PROBLEM DESCRIPTION – Leaving out all pictures, retype the records exactly.

RECORDED INFORMATION –
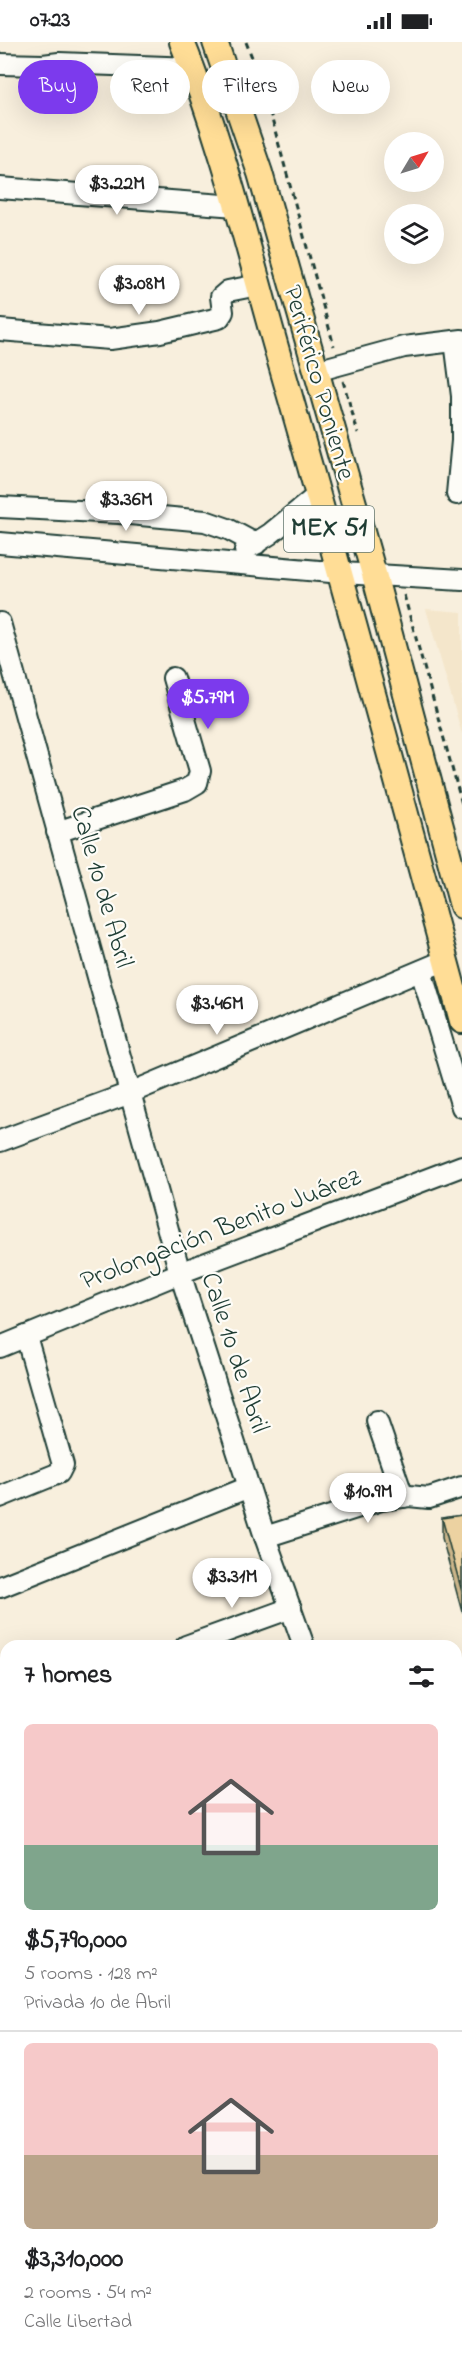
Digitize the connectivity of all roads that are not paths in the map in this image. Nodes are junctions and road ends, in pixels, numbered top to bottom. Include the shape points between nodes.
1 (182, 42) edge
2 (215, 42) edge
3 (0, 64) edge
4 (193, 68) junction
5 (0, 188) edge
6 (236, 206) junction
7 (258, 285) junction
8 (0, 330) edge
9 (458, 340) edge
10 (327, 368) junction
11 (319, 494) junction
12 (458, 494) dead end
13 (0, 507) edge
14 (0, 543) edge
15 (256, 544) junction
16 (216, 562) junction
17 (342, 573) junction
18 (374, 574) junction
19 (462, 580) edge
20 (0, 623) edge
21 (173, 678) dead end
22 (57, 832) junction
23 (462, 906) edge
24 (446, 960) junction
25 (421, 971) junction
26 (462, 1021) edge
27 (130, 1093) junction
28 (462, 1107) edge
29 (0, 1141) edge
30 (462, 1167) edge
31 (180, 1273) junction
32 (26, 1336) junction
33 (0, 1347) edge
34 (377, 1421) dead end
35 (249, 1487) junction
36 (462, 1487) edge
37 (0, 1497) edge
38 (403, 1497) junction
39 (265, 1537) junction
40 (0, 1587) edge
41 (291, 1608) junction
42 (203, 1640) edge
43 (302, 1640) edge

1 - 4 main road, Periférico Poniente / MEX 51
2 - 10 main road, Periférico Poniente / MEX 51
3 - 4 street
4 - 6 main road, Periférico Poniente / MEX 51
5 - 6 street
6 - 7 main road, Periférico Poniente / MEX 51
7 - 8 street via 228,291 221,297 223,312 219,318 160,332 110,339
7 - 11 main road, Periférico Poniente / MEX 51
9 - 10 street via 404,347
9 - 12 street via 462,396
10 - 18 main road, Periférico Poniente / MEX 51
11 - 15 street
11 - 17 main road, Periférico Poniente / MEX 51
13 - 15 street via 205,521
14 - 16 street
15 - 16 street
16 - 17 street
17 - 18 street
17 - 24 main road, Periférico Poniente / MEX 51
18 - 19 street
18 - 23 main road, Periférico Poniente / MEX 51
20 - 22 street, Calle 10 de Abril
21 - 22 street via 200,771 197,783
22 - 27 street, Calle 10 de Abril
24 - 25 street
24 - 26 main road, Periférico Poniente / MEX 51
25 - 27 street
25 - 28 street
27 - 29 street
27 - 31 street, Calle 10 de Abril
30 - 31 street, Prolongación Benito Juárez
31 - 32 street, Prolongación Benito Juárez
31 - 35 street, Calle 10 de Abril
32 - 33 street, Prolongación Benito Juárez
32 - 37 street via 63,1465 59,1473
34 - 38 street
35 - 39 street, Calle 10 de Abril
35 - 40 street
36 - 38 street via 429,1498
38 - 39 street via 381,1500
39 - 41 street, Calle 10 de Abril
41 - 42 street
41 - 43 street, Calle 10 de Abril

EXERCISE OUTPUT –
Digitize the connectivity of all roads that are not paths in the map in this image. Nodes are junctions and road ends, in pixels, numbered top to bottom. Include the shape points between nodes.
1 (182, 42) edge
2 (215, 42) edge
3 (0, 64) edge
4 (193, 68) junction
5 (0, 188) edge
6 (236, 206) junction
7 (258, 285) junction
8 (0, 330) edge
9 (458, 340) edge
10 (327, 368) junction
11 (319, 494) junction
12 (458, 494) dead end
13 (0, 507) edge
14 (0, 543) edge
15 (256, 544) junction
16 (216, 562) junction
17 (342, 573) junction
18 (374, 574) junction
19 (462, 580) edge
20 (0, 623) edge
21 (173, 678) dead end
22 (57, 832) junction
23 (462, 906) edge
24 (446, 960) junction
25 (421, 971) junction
26 (462, 1021) edge
27 (130, 1093) junction
28 (462, 1107) edge
29 (0, 1141) edge
30 (462, 1167) edge
31 (180, 1273) junction
32 (26, 1336) junction
33 (0, 1347) edge
34 (377, 1421) dead end
35 (249, 1487) junction
36 (462, 1487) edge
37 (0, 1497) edge
38 (403, 1497) junction
39 (265, 1537) junction
40 (0, 1587) edge
41 (291, 1608) junction
42 (203, 1640) edge
43 (302, 1640) edge

1 - 4 main road, Periférico Poniente / MEX 51
2 - 10 main road, Periférico Poniente / MEX 51
3 - 4 street
4 - 6 main road, Periférico Poniente / MEX 51
5 - 6 street
6 - 7 main road, Periférico Poniente / MEX 51
7 - 8 street via 228,291 221,297 223,312 219,318 160,332 110,339
7 - 11 main road, Periférico Poniente / MEX 51
9 - 10 street via 404,347
9 - 12 street via 462,396
10 - 18 main road, Periférico Poniente / MEX 51
11 - 15 street
11 - 17 main road, Periférico Poniente / MEX 51
13 - 15 street via 205,521
14 - 16 street
15 - 16 street
16 - 17 street
17 - 18 street
17 - 24 main road, Periférico Poniente / MEX 51
18 - 19 street
18 - 23 main road, Periférico Poniente / MEX 51
20 - 22 street, Calle 10 de Abril
21 - 22 street via 200,771 197,783
22 - 27 street, Calle 10 de Abril
24 - 25 street
24 - 26 main road, Periférico Poniente / MEX 51
25 - 27 street
25 - 28 street
27 - 29 street
27 - 31 street, Calle 10 de Abril
30 - 31 street, Prolongación Benito Juárez
31 - 32 street, Prolongación Benito Juárez
31 - 35 street, Calle 10 de Abril
32 - 33 street, Prolongación Benito Juárez
32 - 37 street via 63,1465 59,1473
34 - 38 street
35 - 39 street, Calle 10 de Abril
35 - 40 street
36 - 38 street via 429,1498
38 - 39 street via 381,1500
39 - 41 street, Calle 10 de Abril
41 - 42 street
41 - 43 street, Calle 10 de Abril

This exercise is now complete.